Currently the OrderHandled event is fired when an order has been handled automatically by the auto-import routines and when an order is imported manually.
This event will be fired even if an import fails, any subsequent
manual handling is outside the managed scope and will need manual processing in external systems.
Order Id that has been handled (Identifier and Callresult Id are the old terms for this Id).
Status of the order after it has been handled (Imported, Cancelled, Error, Unknown)
The type of the order NY START, STOP etc. See ChangeType for all available types.
Optionally a customernumber if the order relates to a customer.
The following tries to cover a few common issues and questions that are often asked.
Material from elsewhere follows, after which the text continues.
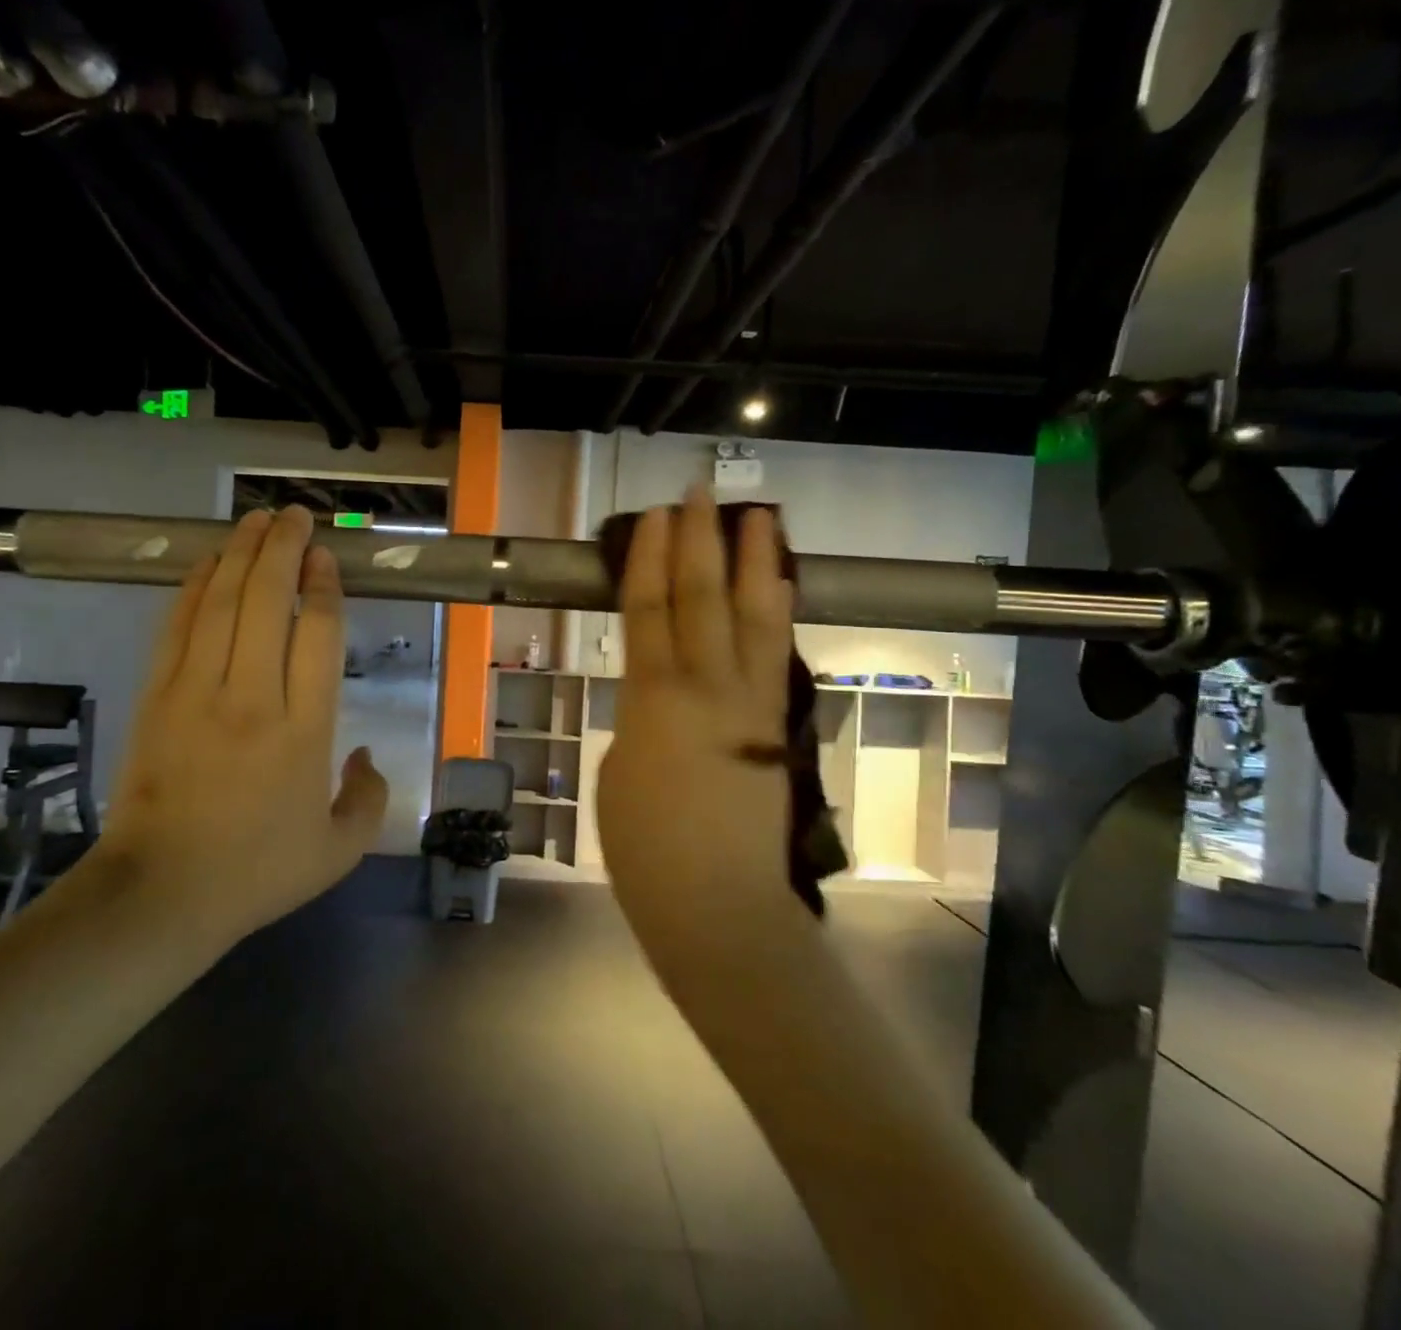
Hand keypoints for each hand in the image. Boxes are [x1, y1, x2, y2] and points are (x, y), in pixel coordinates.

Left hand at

The entire subscription system operates on a time concept where everything is centered around a publications distribution. Simply put, dates does not progress at midnight each day, instead it progresses when someone pushes a button to indicate the deadline for new registrations have passed. At that time, the next distribution date is moved, from whatever it is currently to the next entry in the publication calendar. Often this new date is tomorrow, but if a publication has a weekly or even monthly frequency, then the new date is one week or one month ahead in time.
As described above scheduled messages are typically an indication of what happens between two distribution dates. If notifications are configured to be sent multiple times within two distribution dates, a message will be sent multiple times because the change is valid within the timespan that is being analyzed when the scheduled notifications are to be sent.
There might be several reason for a specifc schedule, typically its a question of wanting to react on registrations carried out
offline in a relatively fast manner.
For publications with a low distribution frequency, for instance once a month, it could be suitable to just schedule notification to be sent once a week or even once a month.
Infosoft can help you decide, but ultimately it comes down to the business requirements.
In any event, this is by design and the listener must handle repeated messages in some way.
The most common reason is that someone exported the production database to a test environment and forgot to remove the listener configuration. In which case your listener is now receiving data from the production and the test system.
Another common reason for this is simply that a publication/title has been stopped and maintenance is not being done for that publication any longer.
The solution is simply to ignore messages for that title, or better yet have someone archive the title and its data to a different database and remove it from the production system.
Messages arrives for all titles, the notification system is not configured on a title by title basis as some events relate to customer entities. The listener just have to ignore titles it is not interessted in.
First of: refer to the section about troubleshooting and logging for how to enable general logging.
It is possible to enable logging on the scheduler and wait for another round of messages to be sent. This is the recommended approach if you want to know what is being sent in a production environment.
The recommended approach for testing is to install Fiddler (or a similar HTTP sniffer) and on the administrative client do a manual execution of the event type you need to test. If you are unable to install Fiddler, the administrative client can be configured to log messages just the same as the scheduler.
As you might have noticed the notifications system is rather primitive. It is not a fully fledged Publish-Subscribe solution nor is it a great externally exposed Event Sourcing mechanism.
There is no way to acknoweldge that a message has been received (or failed), and no way for the notification mechanism to filter messages already sent. Thus each listener should be able to deal with the fact that some messages might arrive often!
The main reasoning so far has been to keep the system simple in order to reducethe likelyhood for errors, and there are usually more effective ways of achieving the same thing that the event system does.
The secondary reasoning being that doing it
properly would require expensive architectural changes with no real benefits.